:: Assignment ::
Skipping the images, transcribe each record below as it is.

[Data items]
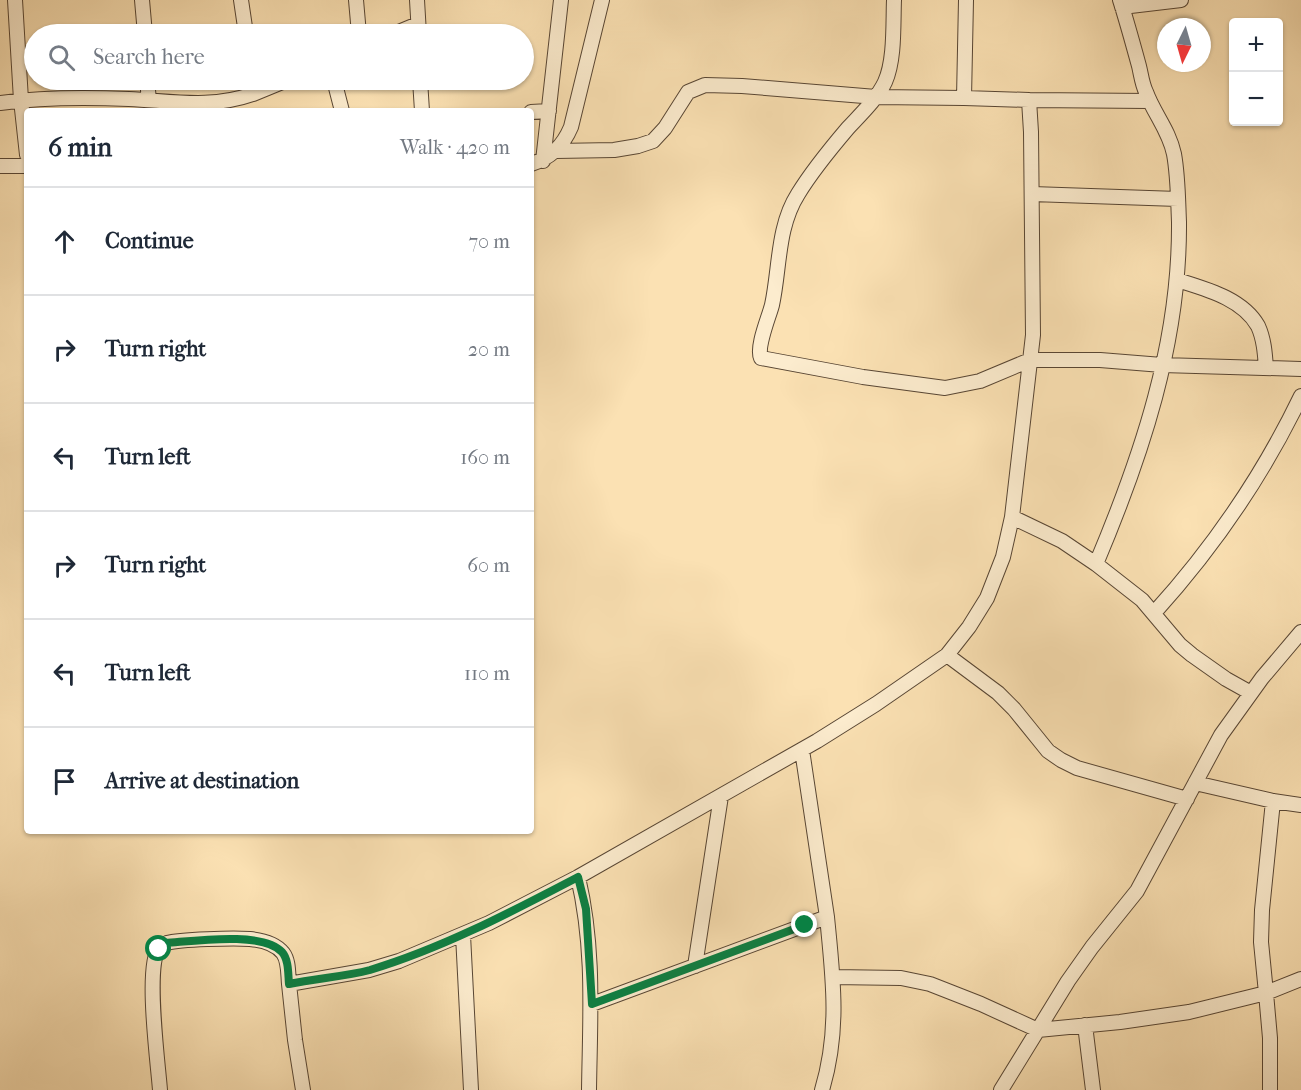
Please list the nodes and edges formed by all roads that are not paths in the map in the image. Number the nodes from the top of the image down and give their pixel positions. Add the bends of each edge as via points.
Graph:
1 (15, 0) edge
2 (142, 0) edge
3 (241, 0) edge
4 (356, 0) edge
5 (417, 0) edge
6 (561, 0) edge
7 (602, 0) edge
8 (894, 0) edge
9 (966, 0) edge
10 (1181, 0) edge
11 (1121, 3) edge
12 (144, 24) edge
13 (245, 24) edge
14 (358, 24) edge
15 (418, 24) edge
16 (148, 90) edge
17 (252, 90) edge
18 (263, 90) edge
19 (337, 90) edge
20 (421, 90) edge
21 (253, 94) junction
22 (876, 97) junction
23 (964, 98) junction
24 (21, 100) junction
25 (149, 100) junction
26 (1029, 100) junction
27 (1150, 101) junction
28 (0, 103) edge
29 (341, 108) edge
30 (422, 108) edge
31 (549, 111) junction
32 (534, 112) edge
33 (24, 128) edge
34 (556, 151) junction
35 (537, 162) edge
36 (0, 166) edge
37 (24, 166) edge
38 (1032, 194) junction
39 (1178, 199) junction
40 (1177, 280) junction
41 (1030, 360) junction
42 (1162, 365) junction
43 (1266, 368) junction
44 (1301, 369) edge
45 (1301, 396) edge
46 (1012, 517) junction
47 (1096, 564) junction
48 (1154, 613) junction
49 (1301, 632) edge
50 (947, 655) junction
51 (1251, 693) junction
52 (802, 750) junction
53 (1195, 783) junction
54 (722, 796) junction
55 (1187, 799) junction
56 (1273, 801) junction
57 (1301, 805) edge
58 (578, 877) junction
59 (827, 917) junction
60 (463, 935) junction
61 (694, 966) junction
62 (833, 977) junction
63 (1301, 979) edge
64 (289, 984) junction
65 (1266, 993) junction
66 (592, 1004) junction
67 (1085, 1025) junction
68 (1038, 1030) junction
69 (160, 1090) edge
70 (303, 1090) edge
71 (471, 1090) edge
72 (590, 1090) edge
73 (822, 1090) edge
74 (1001, 1090) edge
75 (1093, 1090) edge
76 (1270, 1090) edge

1 - 24 street
2 - 12 street
3 - 13 street
4 - 14 street
5 - 15 street
6 - 31 street
7 - 34 street via 577,111
8 - 22 street via 889,66 886,81
9 - 23 street
10 - 11 street
11 - 27 street
16 - 25 street
17 - 21 street
18 - 21 street
19 - 29 street
20 - 30 street
21 - 25 street via 210,104
22 - 23 street
22 - 34 street via 705,85 688,92 653,141 614,150
22 - 41 street via 808,180 788,215 772,305 759,350 761,358 945,388 980,381
23 - 26 street
24 - 25 street
24 - 28 street
24 - 33 street
26 - 27 street
26 - 38 street
27 - 39 street via 1167,131 1177,174
31 - 32 street
31 - 35 street
34 - 35 street
36 - 37 street
38 - 39 street
38 - 41 street
39 - 40 street
40 - 42 street
40 - 43 street via 1215,293 1250,316 1263,340
41 - 42 street
41 - 46 street
42 - 43 street
42 - 47 street via 1134,471
43 - 44 street
45 - 48 street via 1270,456 1206,552
46 - 47 street via 1062,541
46 - 50 street via 1003,557 987,598
47 - 48 street
48 - 51 street via 1192,655
49 - 51 street
50 - 52 street
50 - 55 street via 998,693 1060,760
51 - 53 street via 1221,735
52 - 54 street
52 - 59 street
53 - 55 street
53 - 56 street
54 - 58 street
54 - 61 street
55 - 68 street via 1137,891 1092,947
56 - 57 street
56 - 65 street via 1262,910
58 - 60 street
58 - 66 street via 586,909
59 - 61 street
59 - 62 street
60 - 64 street via 369,970
60 - 71 street
61 - 66 street
62 - 68 street via 901,978 930,984
62 - 73 street via 834,1035
63 - 65 street
64 - 69 street via 284,953 271,943 250,939 162,945 153,961 152,980
64 - 70 street
65 - 67 street via 1189,1012
65 - 76 street
66 - 72 street
67 - 68 street
67 - 75 street
68 - 74 street

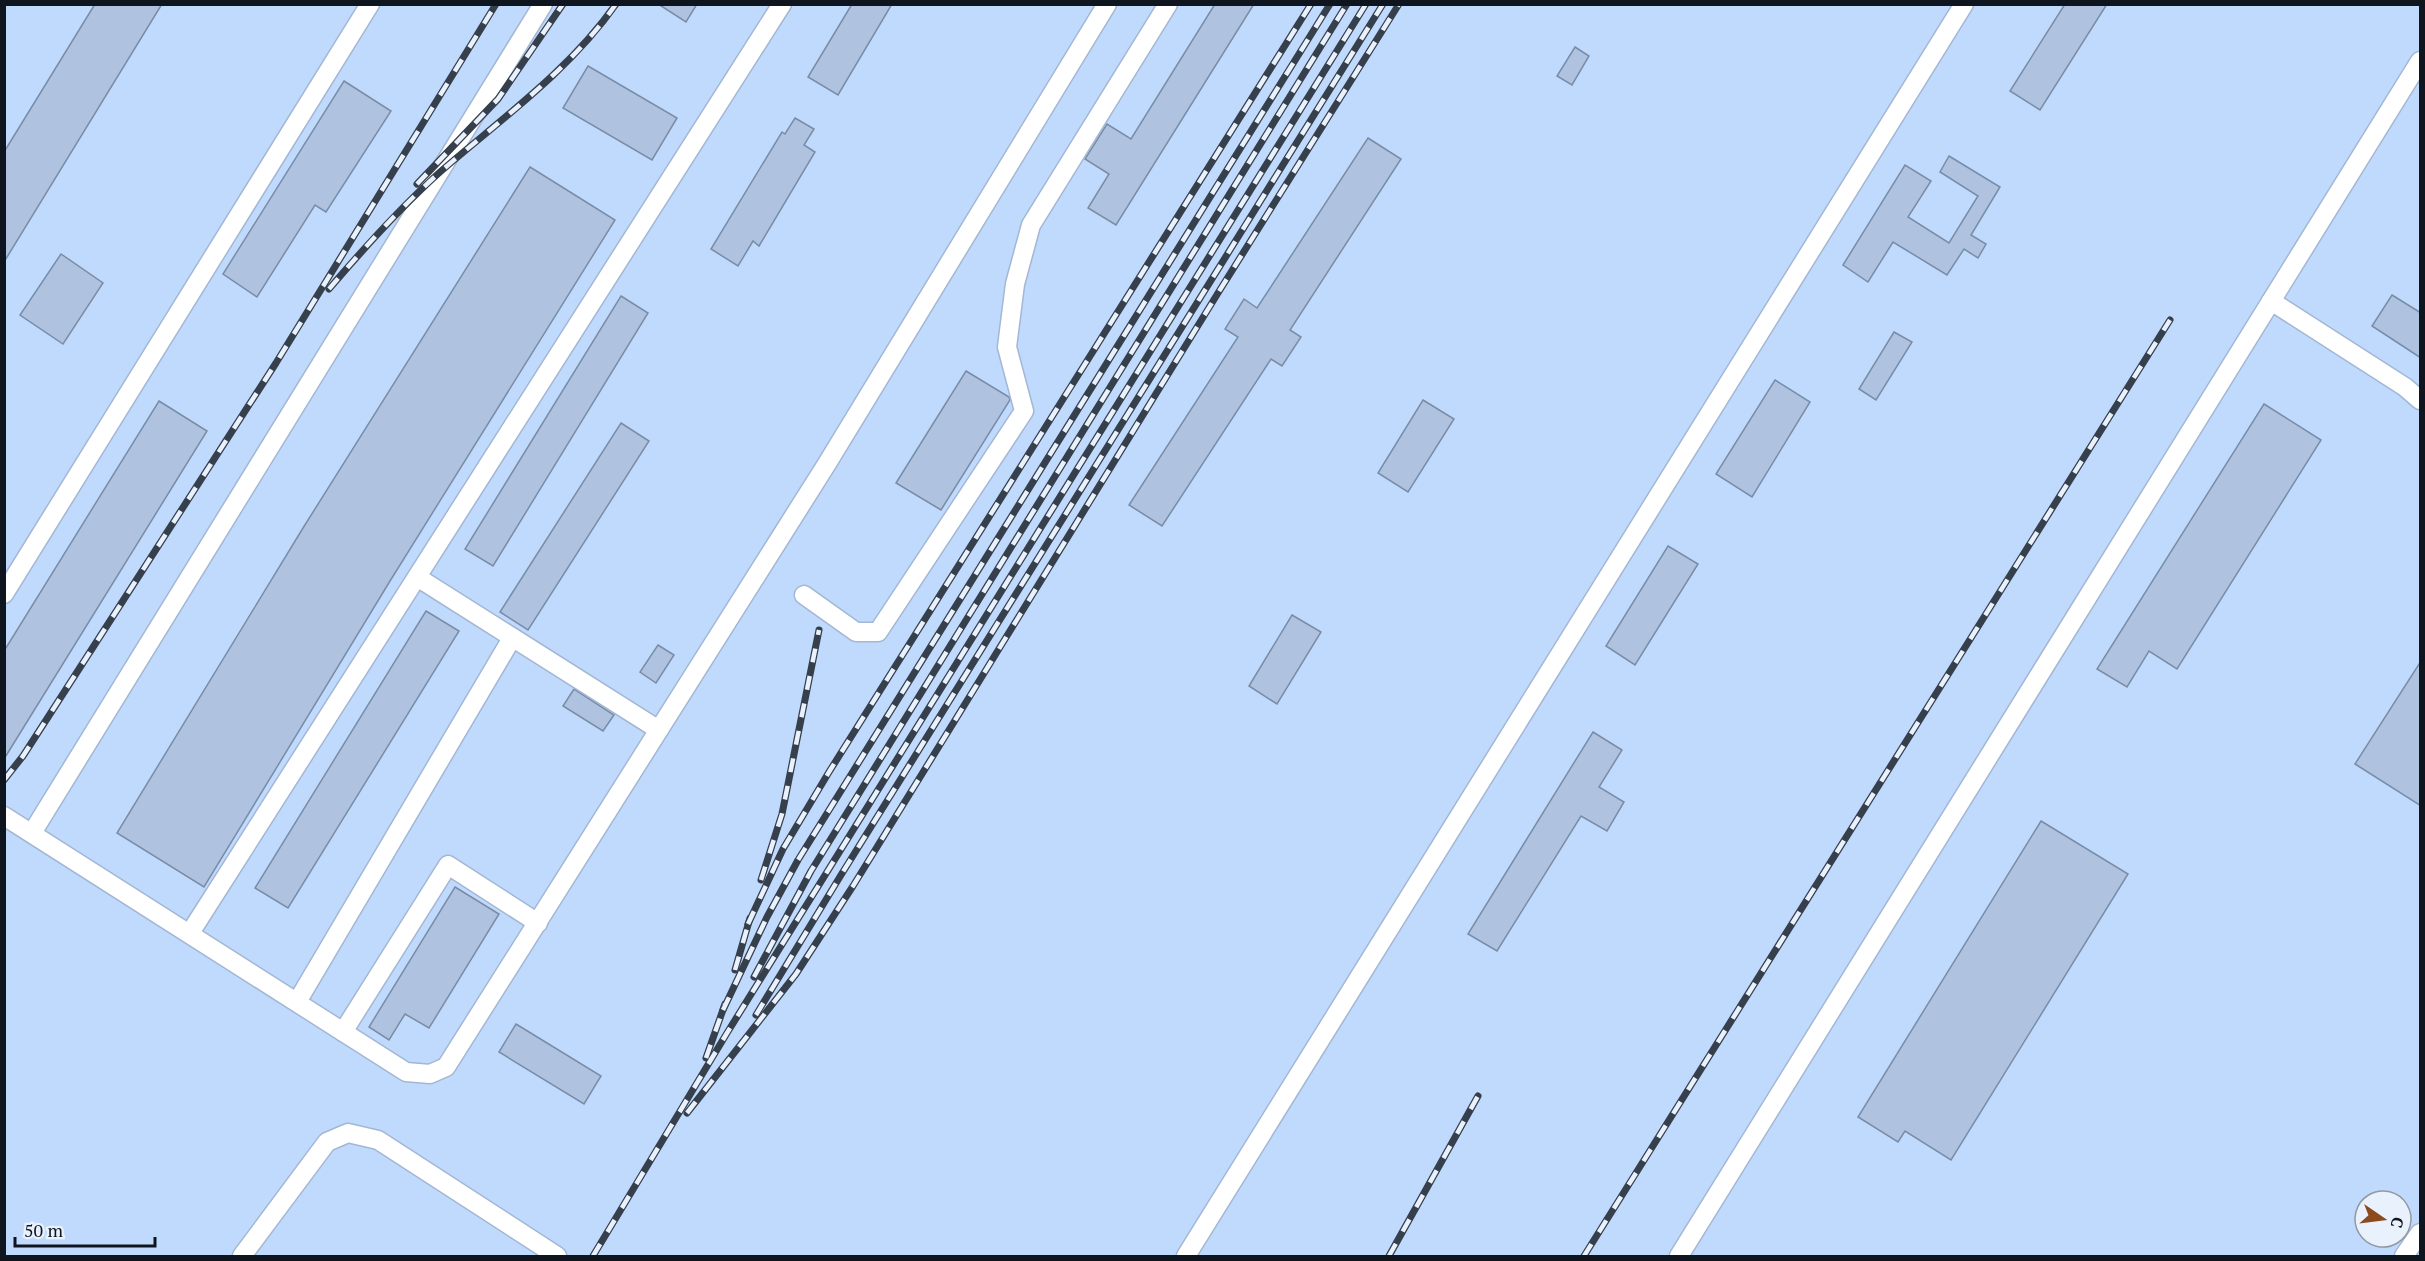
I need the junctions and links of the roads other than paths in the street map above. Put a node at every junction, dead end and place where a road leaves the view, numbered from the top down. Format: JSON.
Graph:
{"nodes":[{"id":1,"x":370,"y":4,"type":"edge"},
{"id":2,"x":543,"y":4,"type":"edge"},
{"id":3,"x":782,"y":4,"type":"edge"},
{"id":4,"x":1107,"y":4,"type":"edge"},
{"id":5,"x":1168,"y":4,"type":"edge"},
{"id":6,"x":1964,"y":4,"type":"edge"},
{"id":7,"x":2421,"y":61,"type":"edge"},
{"id":8,"x":2271,"y":301,"type":"junction"},
{"id":9,"x":2421,"y":400,"type":"edge"},
{"id":10,"x":417,"y":577,"type":"junction"},
{"id":11,"x":4,"y":594,"type":"edge"},
{"id":12,"x":804,"y":595,"type":"dead end"},
{"id":13,"x":512,"y":638,"type":"junction"},
{"id":14,"x":659,"y":730,"type":"junction"},
{"id":15,"x":4,"y":816,"type":"edge"},
{"id":16,"x":32,"y":833,"type":"junction"},
{"id":17,"x":538,"y":922,"type":"junction"},
{"id":18,"x":189,"y":933,"type":"junction"},
{"id":19,"x":297,"y":1002,"type":"junction"},
{"id":20,"x":344,"y":1032,"type":"junction"},
{"id":21,"x":2421,"y":1233,"type":"edge"},
{"id":22,"x":242,"y":1257,"type":"edge"},
{"id":23,"x":557,"y":1257,"type":"edge"},
{"id":24,"x":1186,"y":1257,"type":"edge"},
{"id":25,"x":1679,"y":1257,"type":"edge"},
{"id":26,"x":2404,"y":1257,"type":"edge"}],
"edges":[{"from":1,"to":11,"type":"street"},
{"from":2,"to":16,"type":"street"},
{"from":3,"to":10,"type":"street"},
{"from":4,"to":14,"type":"street"},
{"from":5,"to":12,"type":"street"},
{"from":6,"to":24,"type":"street"},
{"from":7,"to":8,"type":"street"},
{"from":8,"to":9,"type":"street"},
{"from":8,"to":25,"type":"street"},
{"from":10,"to":13,"type":"street"},
{"from":10,"to":18,"type":"street"},
{"from":13,"to":14,"type":"street"},
{"from":13,"to":19,"type":"street"},
{"from":14,"to":17,"type":"street"},
{"from":15,"to":16,"type":"street"},
{"from":16,"to":18,"type":"street"},
{"from":17,"to":20,"type":"street"},
{"from":17,"to":20,"type":"street"},
{"from":18,"to":19,"type":"street"},
{"from":19,"to":20,"type":"street"},
{"from":21,"to":26,"type":"street"},
{"from":22,"to":23,"type":"street"}]}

:: Solved problem ::
Please list the nodes and edges formed by all roads that are not paths in the map in the image. Number the nodes from the top of the image down and give their pixel positions. Add the bends of each edge as via points.
Graph:
1 (15, 0) edge
2 (142, 0) edge
3 (241, 0) edge
4 (356, 0) edge
5 (417, 0) edge
6 (561, 0) edge
7 (602, 0) edge
8 (894, 0) edge
9 (966, 0) edge
10 (1181, 0) edge
11 (1121, 3) edge
12 (144, 24) edge
13 (245, 24) edge
14 (358, 24) edge
15 (418, 24) edge
16 (148, 90) edge
17 (252, 90) edge
18 (263, 90) edge
19 (337, 90) edge
20 (421, 90) edge
21 (253, 94) junction
22 (876, 97) junction
23 (964, 98) junction
24 (21, 100) junction
25 (149, 100) junction
26 (1029, 100) junction
27 (1150, 101) junction
28 (0, 103) edge
29 (341, 108) edge
30 (422, 108) edge
31 (549, 111) junction
32 (534, 112) edge
33 (24, 128) edge
34 (556, 151) junction
35 (537, 162) edge
36 (0, 166) edge
37 (24, 166) edge
38 (1032, 194) junction
39 (1178, 199) junction
40 (1177, 280) junction
41 (1030, 360) junction
42 (1162, 365) junction
43 (1266, 368) junction
44 (1301, 369) edge
45 (1301, 396) edge
46 (1012, 517) junction
47 (1096, 564) junction
48 (1154, 613) junction
49 (1301, 632) edge
50 (947, 655) junction
51 (1251, 693) junction
52 (802, 750) junction
53 (1195, 783) junction
54 (722, 796) junction
55 (1187, 799) junction
56 (1273, 801) junction
57 (1301, 805) edge
58 (578, 877) junction
59 (827, 917) junction
60 (463, 935) junction
61 (694, 966) junction
62 (833, 977) junction
63 (1301, 979) edge
64 (289, 984) junction
65 (1266, 993) junction
66 (592, 1004) junction
67 (1085, 1025) junction
68 (1038, 1030) junction
69 (160, 1090) edge
70 (303, 1090) edge
71 (471, 1090) edge
72 (590, 1090) edge
73 (822, 1090) edge
74 (1001, 1090) edge
75 (1093, 1090) edge
76 (1270, 1090) edge

1 - 24 street
2 - 12 street
3 - 13 street
4 - 14 street
5 - 15 street
6 - 31 street
7 - 34 street via 577,111
8 - 22 street via 889,66 886,81
9 - 23 street
10 - 11 street
11 - 27 street
16 - 25 street
17 - 21 street
18 - 21 street
19 - 29 street
20 - 30 street
21 - 25 street via 210,104
22 - 23 street
22 - 34 street via 705,85 688,92 653,141 614,150
22 - 41 street via 808,180 788,215 772,305 759,350 761,358 945,388 980,381
23 - 26 street
24 - 25 street
24 - 28 street
24 - 33 street
26 - 27 street
26 - 38 street
27 - 39 street via 1167,131 1177,174
31 - 32 street
31 - 35 street
34 - 35 street
36 - 37 street
38 - 39 street
38 - 41 street
39 - 40 street
40 - 42 street
40 - 43 street via 1215,293 1250,316 1263,340
41 - 42 street
41 - 46 street
42 - 43 street
42 - 47 street via 1134,471
43 - 44 street
45 - 48 street via 1270,456 1206,552
46 - 47 street via 1062,541
46 - 50 street via 1003,557 987,598
47 - 48 street
48 - 51 street via 1192,655
49 - 51 street
50 - 52 street
50 - 55 street via 998,693 1060,760
51 - 53 street via 1221,735
52 - 54 street
52 - 59 street
53 - 55 street
53 - 56 street
54 - 58 street
54 - 61 street
55 - 68 street via 1137,891 1092,947
56 - 57 street
56 - 65 street via 1262,910
58 - 60 street
58 - 66 street via 586,909
59 - 61 street
59 - 62 street
60 - 64 street via 369,970
60 - 71 street
61 - 66 street
62 - 68 street via 901,978 930,984
62 - 73 street via 834,1035
63 - 65 street
64 - 69 street via 284,953 271,943 250,939 162,945 153,961 152,980
64 - 70 street
65 - 67 street via 1189,1012
65 - 76 street
66 - 72 street
67 - 68 street
67 - 75 street
68 - 74 street

I need the junctions and links of the roads other than paths in the street map above. Put a node at every junction, dead end and place where a road leaves the view, numbered from the top down. Format: JSON.
Graph:
{"nodes":[{"id":1,"x":370,"y":4,"type":"edge"},
{"id":2,"x":543,"y":4,"type":"edge"},
{"id":3,"x":782,"y":4,"type":"edge"},
{"id":4,"x":1107,"y":4,"type":"edge"},
{"id":5,"x":1168,"y":4,"type":"edge"},
{"id":6,"x":1964,"y":4,"type":"edge"},
{"id":7,"x":2421,"y":61,"type":"edge"},
{"id":8,"x":2271,"y":301,"type":"junction"},
{"id":9,"x":2421,"y":400,"type":"edge"},
{"id":10,"x":417,"y":577,"type":"junction"},
{"id":11,"x":4,"y":594,"type":"edge"},
{"id":12,"x":804,"y":595,"type":"dead end"},
{"id":13,"x":512,"y":638,"type":"junction"},
{"id":14,"x":659,"y":730,"type":"junction"},
{"id":15,"x":4,"y":816,"type":"edge"},
{"id":16,"x":32,"y":833,"type":"junction"},
{"id":17,"x":538,"y":922,"type":"junction"},
{"id":18,"x":189,"y":933,"type":"junction"},
{"id":19,"x":297,"y":1002,"type":"junction"},
{"id":20,"x":344,"y":1032,"type":"junction"},
{"id":21,"x":2421,"y":1233,"type":"edge"},
{"id":22,"x":242,"y":1257,"type":"edge"},
{"id":23,"x":557,"y":1257,"type":"edge"},
{"id":24,"x":1186,"y":1257,"type":"edge"},
{"id":25,"x":1679,"y":1257,"type":"edge"},
{"id":26,"x":2404,"y":1257,"type":"edge"}],
"edges":[{"from":1,"to":11,"type":"street"},
{"from":2,"to":16,"type":"street"},
{"from":3,"to":10,"type":"street"},
{"from":4,"to":14,"type":"street"},
{"from":5,"to":12,"type":"street"},
{"from":6,"to":24,"type":"street"},
{"from":7,"to":8,"type":"street"},
{"from":8,"to":9,"type":"street"},
{"from":8,"to":25,"type":"street"},
{"from":10,"to":13,"type":"street"},
{"from":10,"to":18,"type":"street"},
{"from":13,"to":14,"type":"street"},
{"from":13,"to":19,"type":"street"},
{"from":14,"to":17,"type":"street"},
{"from":15,"to":16,"type":"street"},
{"from":16,"to":18,"type":"street"},
{"from":17,"to":20,"type":"street"},
{"from":17,"to":20,"type":"street"},
{"from":18,"to":19,"type":"street"},
{"from":19,"to":20,"type":"street"},
{"from":21,"to":26,"type":"street"},
{"from":22,"to":23,"type":"street"}]}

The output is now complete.